What the task requires:
Find the word "graph" in the data, then copy each line where it is found.

------------------------------------------------------------------------

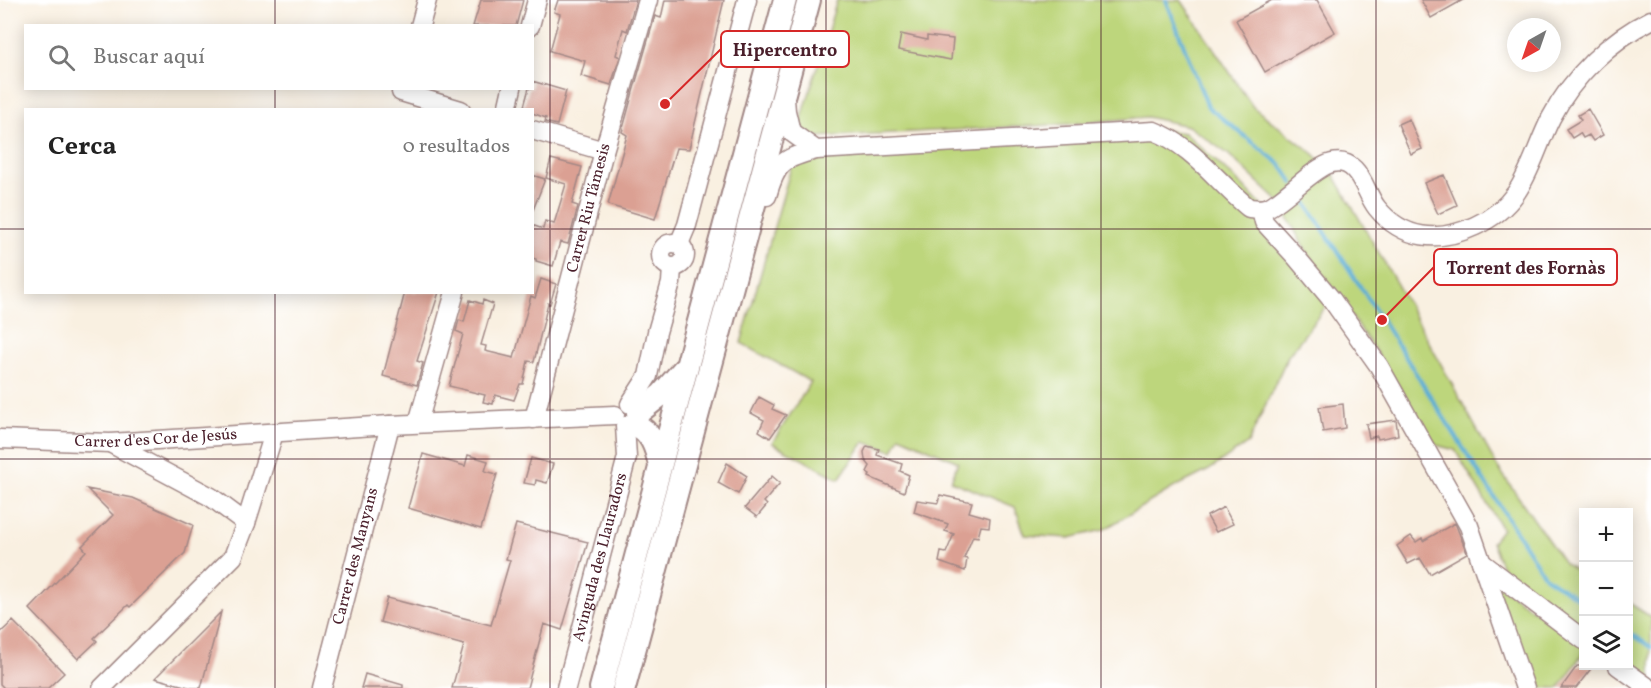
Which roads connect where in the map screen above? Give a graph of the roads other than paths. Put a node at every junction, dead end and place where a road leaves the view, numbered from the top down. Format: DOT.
graph roads {
  1 [pos="427,0"];
  2 [pos="537,0"];
  3 [pos="648,0"];
  4 [pos="747,0"];
  5 [pos="785,0"];
  6 [pos="808,0"];
  7 [pos="1651,20"];
  8 [pos="421,24"];
  9 [pos="531,24"];
  10 [pos="785,88"];
  11 [pos="512,90"];
  12 [pos="400,97"];
  13 [pos="452,108"];
  14 [pos="507,108"];
  15 [pos="534,131"];
  16 [pos="816,150"];
  17 [pos="604,151"];
  18 [pos="1269,206"];
  19 [pos="734,279"];
  20 [pos="454,294"];
  21 [pos="688,364"];
  22 [pos="628,416"];
  23 [pos="534,419"];
  24 [pos="418,423"];
  25 [pos="390,425"];
  26 [pos="274,433"];
  27 [pos="0,439"];
  28 [pos="110,443"];
  29 [pos="660,465"];
  30 [pos="246,523"];
  31 [pos="1481,562"];
  32 [pos="1579,636"];
  33 [pos="1624,670"];
  34 [pos="102,688"];
  35 [pos="322,688"];
  36 [pos="566,688"];
  37 [pos="601,688"];
  38 [pos="624,688"];
  39 [pos="1525,688"];
  40 [pos="1649,688"];
  1 -- 8 [label="street"];
  2 -- 9 [label="street"];
  3 -- 17 [label="street, Carrer Riu Támesis"];
  4 -- 22 [label="street"];
  5 -- 21 [label="main road"];
  6 -- 10 [label="main road"];
  7 -- 18 [label="street"];
  10 -- 16 [label="street"];
  10 -- 19 [label="main road"];
  11 -- 14 [label="street"];
  12 -- 13 [label="street"];
  15 -- 17 [label="street"];
  16 -- 18 [label="street"];
  16 -- 19 [label="street"];
  17 -- 23 [label="street, Carrer Riu Támesis"];
  18 -- 31 [label="street"];
  19 -- 38 [label="main road"];
  20 -- 24 [label="street"];
  21 -- 22 [label="main road"];
  21 -- 29 [label="main road"];
  22 -- 23 [label="street, Carrer d'es Cor de Jesús"];
  22 -- 29 [label="main road"];
  22 -- 36 [label="street, Avinguda des Llauradors"];
  23 -- 24 [label="street, Carrer d'es Cor de Jesús"];
  24 -- 25 [label="street, Carrer d'es Cor de Jesús"];
  25 -- 26 [label="street, Carrer d'es Cor de Jesús"];
  25 -- 35 [label="street, Carrer des Manyans"];
  26 -- 28 [label="street, Carrer d'es Cor de Jesús"];
  26 -- 30 [label="street"];
  27 -- 28 [label="street, Carrer d'es Cor de Jesús"];
  28 -- 30 [label="street"];
  29 -- 37 [label="main road"];
  30 -- 34 [label="street"];
  31 -- 32 [label="street"];
  31 -- 39 [label="street"];
  33 -- 40 [label="street"];
}
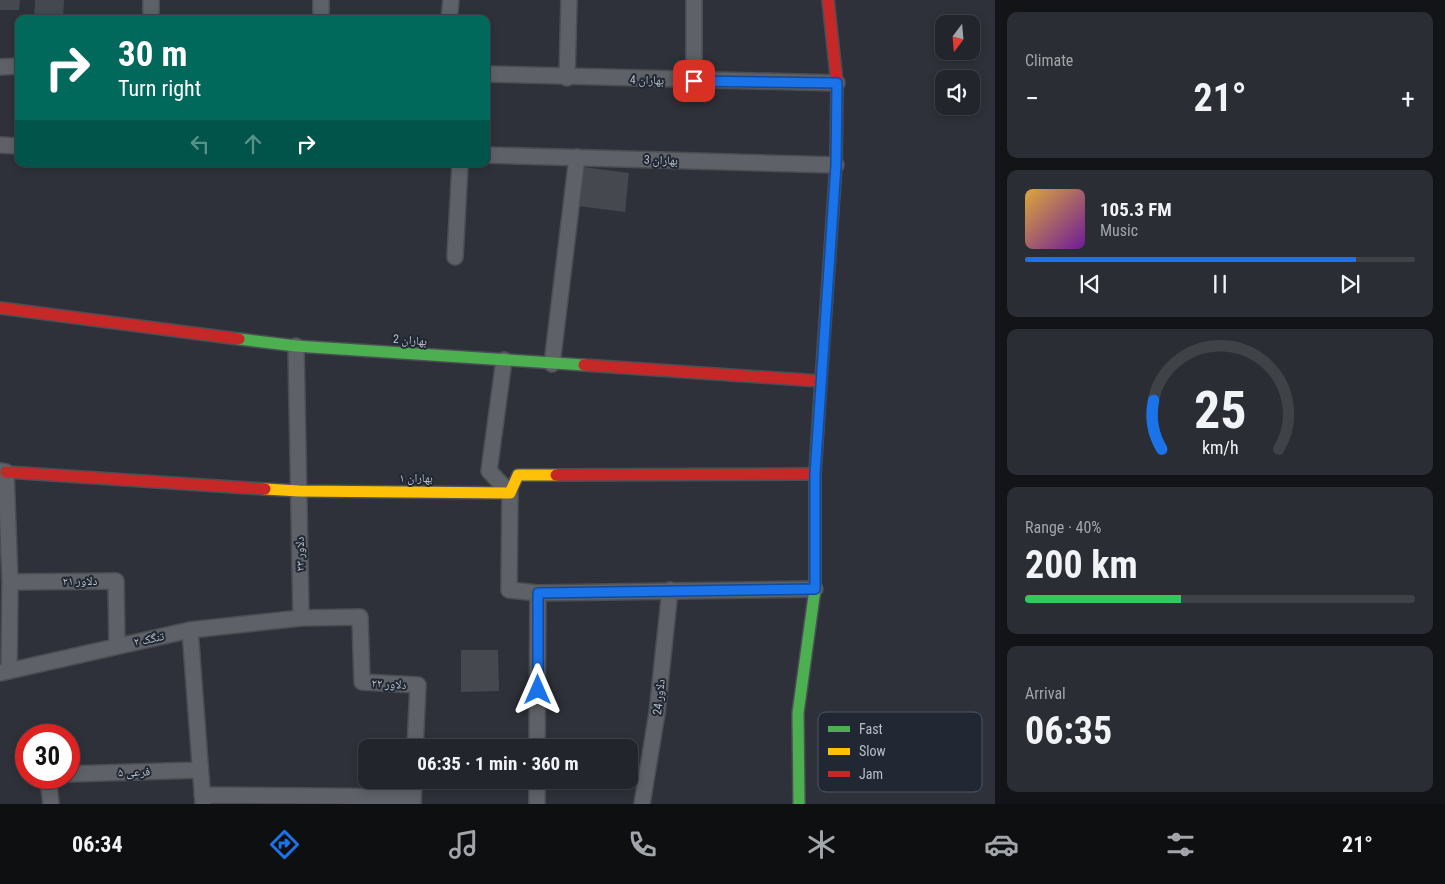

------------------------------------------------------------------------

Solved exercise:
Which roads connect where in the map screen above? Give a graph of the roads other than paths. Put a node at every junction, dead end and place where a road leaves the view, numbered from the top down. Format: DOT.
graph roads {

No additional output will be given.